(Stored data entries)
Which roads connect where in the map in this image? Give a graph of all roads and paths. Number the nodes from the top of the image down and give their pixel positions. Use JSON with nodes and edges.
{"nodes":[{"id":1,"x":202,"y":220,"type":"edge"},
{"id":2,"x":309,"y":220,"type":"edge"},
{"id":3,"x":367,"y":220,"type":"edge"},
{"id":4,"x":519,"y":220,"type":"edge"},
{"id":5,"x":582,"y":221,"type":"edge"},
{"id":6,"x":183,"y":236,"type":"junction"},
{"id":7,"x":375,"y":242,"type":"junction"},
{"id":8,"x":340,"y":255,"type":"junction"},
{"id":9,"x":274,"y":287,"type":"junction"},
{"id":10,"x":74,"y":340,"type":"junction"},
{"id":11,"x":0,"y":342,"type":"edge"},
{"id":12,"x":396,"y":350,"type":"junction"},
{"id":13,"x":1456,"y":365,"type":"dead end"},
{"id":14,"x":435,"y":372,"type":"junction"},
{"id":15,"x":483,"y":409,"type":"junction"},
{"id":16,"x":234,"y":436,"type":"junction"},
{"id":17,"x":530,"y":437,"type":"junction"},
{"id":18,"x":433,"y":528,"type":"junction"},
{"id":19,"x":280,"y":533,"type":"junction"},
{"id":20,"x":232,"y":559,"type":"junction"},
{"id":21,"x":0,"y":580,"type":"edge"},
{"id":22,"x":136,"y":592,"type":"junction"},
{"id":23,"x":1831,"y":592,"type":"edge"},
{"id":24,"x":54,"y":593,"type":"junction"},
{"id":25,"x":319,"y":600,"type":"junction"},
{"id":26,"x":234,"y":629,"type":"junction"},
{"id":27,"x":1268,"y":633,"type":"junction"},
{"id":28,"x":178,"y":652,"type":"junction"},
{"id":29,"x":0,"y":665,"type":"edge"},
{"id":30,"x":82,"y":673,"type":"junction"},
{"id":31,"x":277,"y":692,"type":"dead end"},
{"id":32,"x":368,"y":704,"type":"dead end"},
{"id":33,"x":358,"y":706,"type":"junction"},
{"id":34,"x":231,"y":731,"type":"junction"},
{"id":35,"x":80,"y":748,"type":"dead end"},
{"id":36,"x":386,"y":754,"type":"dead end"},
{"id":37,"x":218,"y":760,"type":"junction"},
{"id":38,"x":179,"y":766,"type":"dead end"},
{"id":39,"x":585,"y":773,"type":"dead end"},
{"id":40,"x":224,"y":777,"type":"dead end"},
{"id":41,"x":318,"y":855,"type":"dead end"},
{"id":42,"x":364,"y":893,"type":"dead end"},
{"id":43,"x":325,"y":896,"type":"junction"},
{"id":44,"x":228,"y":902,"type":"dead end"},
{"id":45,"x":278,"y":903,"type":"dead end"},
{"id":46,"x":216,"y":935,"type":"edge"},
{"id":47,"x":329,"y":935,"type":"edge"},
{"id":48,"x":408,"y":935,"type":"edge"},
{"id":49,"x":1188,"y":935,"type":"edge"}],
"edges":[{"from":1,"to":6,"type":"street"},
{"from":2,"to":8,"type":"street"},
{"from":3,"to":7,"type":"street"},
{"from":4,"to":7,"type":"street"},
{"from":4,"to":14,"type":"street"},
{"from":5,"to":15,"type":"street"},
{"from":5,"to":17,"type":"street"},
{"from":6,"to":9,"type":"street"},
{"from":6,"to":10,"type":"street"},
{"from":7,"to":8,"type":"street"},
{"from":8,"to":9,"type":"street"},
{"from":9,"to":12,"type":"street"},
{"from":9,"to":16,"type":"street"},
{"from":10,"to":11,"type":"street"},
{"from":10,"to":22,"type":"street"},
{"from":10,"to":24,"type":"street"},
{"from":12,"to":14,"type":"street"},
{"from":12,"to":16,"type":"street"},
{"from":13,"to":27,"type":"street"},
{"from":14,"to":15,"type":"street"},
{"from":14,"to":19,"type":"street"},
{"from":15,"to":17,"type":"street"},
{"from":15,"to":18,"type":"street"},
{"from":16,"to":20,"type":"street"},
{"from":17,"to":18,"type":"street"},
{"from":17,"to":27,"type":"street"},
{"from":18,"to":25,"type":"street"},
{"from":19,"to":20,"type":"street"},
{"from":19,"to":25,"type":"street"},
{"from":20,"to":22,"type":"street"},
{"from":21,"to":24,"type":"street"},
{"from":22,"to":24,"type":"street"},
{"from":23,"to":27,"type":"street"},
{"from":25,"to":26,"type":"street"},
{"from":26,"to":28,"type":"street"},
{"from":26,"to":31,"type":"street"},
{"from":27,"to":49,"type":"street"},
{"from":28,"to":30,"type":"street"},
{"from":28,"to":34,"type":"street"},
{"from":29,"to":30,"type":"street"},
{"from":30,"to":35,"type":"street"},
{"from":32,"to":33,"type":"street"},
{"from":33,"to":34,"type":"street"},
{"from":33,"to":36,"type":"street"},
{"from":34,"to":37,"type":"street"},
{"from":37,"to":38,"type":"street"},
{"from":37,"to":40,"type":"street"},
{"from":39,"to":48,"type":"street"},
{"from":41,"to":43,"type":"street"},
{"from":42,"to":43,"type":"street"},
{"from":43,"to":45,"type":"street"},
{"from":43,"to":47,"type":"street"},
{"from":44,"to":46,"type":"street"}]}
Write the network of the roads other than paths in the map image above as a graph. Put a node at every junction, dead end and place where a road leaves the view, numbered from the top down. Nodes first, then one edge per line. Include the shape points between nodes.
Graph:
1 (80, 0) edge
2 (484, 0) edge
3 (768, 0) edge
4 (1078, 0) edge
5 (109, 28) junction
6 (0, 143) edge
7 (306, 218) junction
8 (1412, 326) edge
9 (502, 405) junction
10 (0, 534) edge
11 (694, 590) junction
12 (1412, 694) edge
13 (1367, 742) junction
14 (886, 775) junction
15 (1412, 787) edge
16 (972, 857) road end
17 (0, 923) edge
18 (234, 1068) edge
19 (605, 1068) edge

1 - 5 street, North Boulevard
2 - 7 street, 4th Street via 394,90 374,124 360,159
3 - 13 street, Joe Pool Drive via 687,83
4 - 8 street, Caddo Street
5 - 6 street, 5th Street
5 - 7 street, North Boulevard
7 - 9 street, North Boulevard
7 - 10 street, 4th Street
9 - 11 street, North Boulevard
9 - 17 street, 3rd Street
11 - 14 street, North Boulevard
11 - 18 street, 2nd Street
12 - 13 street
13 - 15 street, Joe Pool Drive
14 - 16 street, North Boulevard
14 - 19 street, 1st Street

#### REQUIRED WORK
Word for word, write out each of the records above.

#### RESPONSE TO THE EXERCISE
Which roads connect where in the map in this image? Give a graph of all roads and paths. Number the nodes from the top of the image down and give their pixel positions. Use JSON with nodes and edges.
{"nodes":[{"id":1,"x":202,"y":220,"type":"edge"},
{"id":2,"x":309,"y":220,"type":"edge"},
{"id":3,"x":367,"y":220,"type":"edge"},
{"id":4,"x":519,"y":220,"type":"edge"},
{"id":5,"x":582,"y":221,"type":"edge"},
{"id":6,"x":183,"y":236,"type":"junction"},
{"id":7,"x":375,"y":242,"type":"junction"},
{"id":8,"x":340,"y":255,"type":"junction"},
{"id":9,"x":274,"y":287,"type":"junction"},
{"id":10,"x":74,"y":340,"type":"junction"},
{"id":11,"x":0,"y":342,"type":"edge"},
{"id":12,"x":396,"y":350,"type":"junction"},
{"id":13,"x":1456,"y":365,"type":"dead end"},
{"id":14,"x":435,"y":372,"type":"junction"},
{"id":15,"x":483,"y":409,"type":"junction"},
{"id":16,"x":234,"y":436,"type":"junction"},
{"id":17,"x":530,"y":437,"type":"junction"},
{"id":18,"x":433,"y":528,"type":"junction"},
{"id":19,"x":280,"y":533,"type":"junction"},
{"id":20,"x":232,"y":559,"type":"junction"},
{"id":21,"x":0,"y":580,"type":"edge"},
{"id":22,"x":136,"y":592,"type":"junction"},
{"id":23,"x":1831,"y":592,"type":"edge"},
{"id":24,"x":54,"y":593,"type":"junction"},
{"id":25,"x":319,"y":600,"type":"junction"},
{"id":26,"x":234,"y":629,"type":"junction"},
{"id":27,"x":1268,"y":633,"type":"junction"},
{"id":28,"x":178,"y":652,"type":"junction"},
{"id":29,"x":0,"y":665,"type":"edge"},
{"id":30,"x":82,"y":673,"type":"junction"},
{"id":31,"x":277,"y":692,"type":"dead end"},
{"id":32,"x":368,"y":704,"type":"dead end"},
{"id":33,"x":358,"y":706,"type":"junction"},
{"id":34,"x":231,"y":731,"type":"junction"},
{"id":35,"x":80,"y":748,"type":"dead end"},
{"id":36,"x":386,"y":754,"type":"dead end"},
{"id":37,"x":218,"y":760,"type":"junction"},
{"id":38,"x":179,"y":766,"type":"dead end"},
{"id":39,"x":585,"y":773,"type":"dead end"},
{"id":40,"x":224,"y":777,"type":"dead end"},
{"id":41,"x":318,"y":855,"type":"dead end"},
{"id":42,"x":364,"y":893,"type":"dead end"},
{"id":43,"x":325,"y":896,"type":"junction"},
{"id":44,"x":228,"y":902,"type":"dead end"},
{"id":45,"x":278,"y":903,"type":"dead end"},
{"id":46,"x":216,"y":935,"type":"edge"},
{"id":47,"x":329,"y":935,"type":"edge"},
{"id":48,"x":408,"y":935,"type":"edge"},
{"id":49,"x":1188,"y":935,"type":"edge"}],
"edges":[{"from":1,"to":6,"type":"street"},
{"from":2,"to":8,"type":"street"},
{"from":3,"to":7,"type":"street"},
{"from":4,"to":7,"type":"street"},
{"from":4,"to":14,"type":"street"},
{"from":5,"to":15,"type":"street"},
{"from":5,"to":17,"type":"street"},
{"from":6,"to":9,"type":"street"},
{"from":6,"to":10,"type":"street"},
{"from":7,"to":8,"type":"street"},
{"from":8,"to":9,"type":"street"},
{"from":9,"to":12,"type":"street"},
{"from":9,"to":16,"type":"street"},
{"from":10,"to":11,"type":"street"},
{"from":10,"to":22,"type":"street"},
{"from":10,"to":24,"type":"street"},
{"from":12,"to":14,"type":"street"},
{"from":12,"to":16,"type":"street"},
{"from":13,"to":27,"type":"street"},
{"from":14,"to":15,"type":"street"},
{"from":14,"to":19,"type":"street"},
{"from":15,"to":17,"type":"street"},
{"from":15,"to":18,"type":"street"},
{"from":16,"to":20,"type":"street"},
{"from":17,"to":18,"type":"street"},
{"from":17,"to":27,"type":"street"},
{"from":18,"to":25,"type":"street"},
{"from":19,"to":20,"type":"street"},
{"from":19,"to":25,"type":"street"},
{"from":20,"to":22,"type":"street"},
{"from":21,"to":24,"type":"street"},
{"from":22,"to":24,"type":"street"},
{"from":23,"to":27,"type":"street"},
{"from":25,"to":26,"type":"street"},
{"from":26,"to":28,"type":"street"},
{"from":26,"to":31,"type":"street"},
{"from":27,"to":49,"type":"street"},
{"from":28,"to":30,"type":"street"},
{"from":28,"to":34,"type":"street"},
{"from":29,"to":30,"type":"street"},
{"from":30,"to":35,"type":"street"},
{"from":32,"to":33,"type":"street"},
{"from":33,"to":34,"type":"street"},
{"from":33,"to":36,"type":"street"},
{"from":34,"to":37,"type":"street"},
{"from":37,"to":38,"type":"street"},
{"from":37,"to":40,"type":"street"},
{"from":39,"to":48,"type":"street"},
{"from":41,"to":43,"type":"street"},
{"from":42,"to":43,"type":"street"},
{"from":43,"to":45,"type":"street"},
{"from":43,"to":47,"type":"street"},
{"from":44,"to":46,"type":"street"}]}
Write the network of the roads other than paths in the map image above as a graph. Put a node at every junction, dead end and place where a road leaves the view, numbered from the top down. Nodes first, then one edge per line. Include the shape points between nodes.
Graph:
1 (80, 0) edge
2 (484, 0) edge
3 (768, 0) edge
4 (1078, 0) edge
5 (109, 28) junction
6 (0, 143) edge
7 (306, 218) junction
8 (1412, 326) edge
9 (502, 405) junction
10 (0, 534) edge
11 (694, 590) junction
12 (1412, 694) edge
13 (1367, 742) junction
14 (886, 775) junction
15 (1412, 787) edge
16 (972, 857) road end
17 (0, 923) edge
18 (234, 1068) edge
19 (605, 1068) edge

1 - 5 street, North Boulevard
2 - 7 street, 4th Street via 394,90 374,124 360,159
3 - 13 street, Joe Pool Drive via 687,83
4 - 8 street, Caddo Street
5 - 6 street, 5th Street
5 - 7 street, North Boulevard
7 - 9 street, North Boulevard
7 - 10 street, 4th Street
9 - 11 street, North Boulevard
9 - 17 street, 3rd Street
11 - 14 street, North Boulevard
11 - 18 street, 2nd Street
12 - 13 street
13 - 15 street, Joe Pool Drive
14 - 16 street, North Boulevard
14 - 19 street, 1st Street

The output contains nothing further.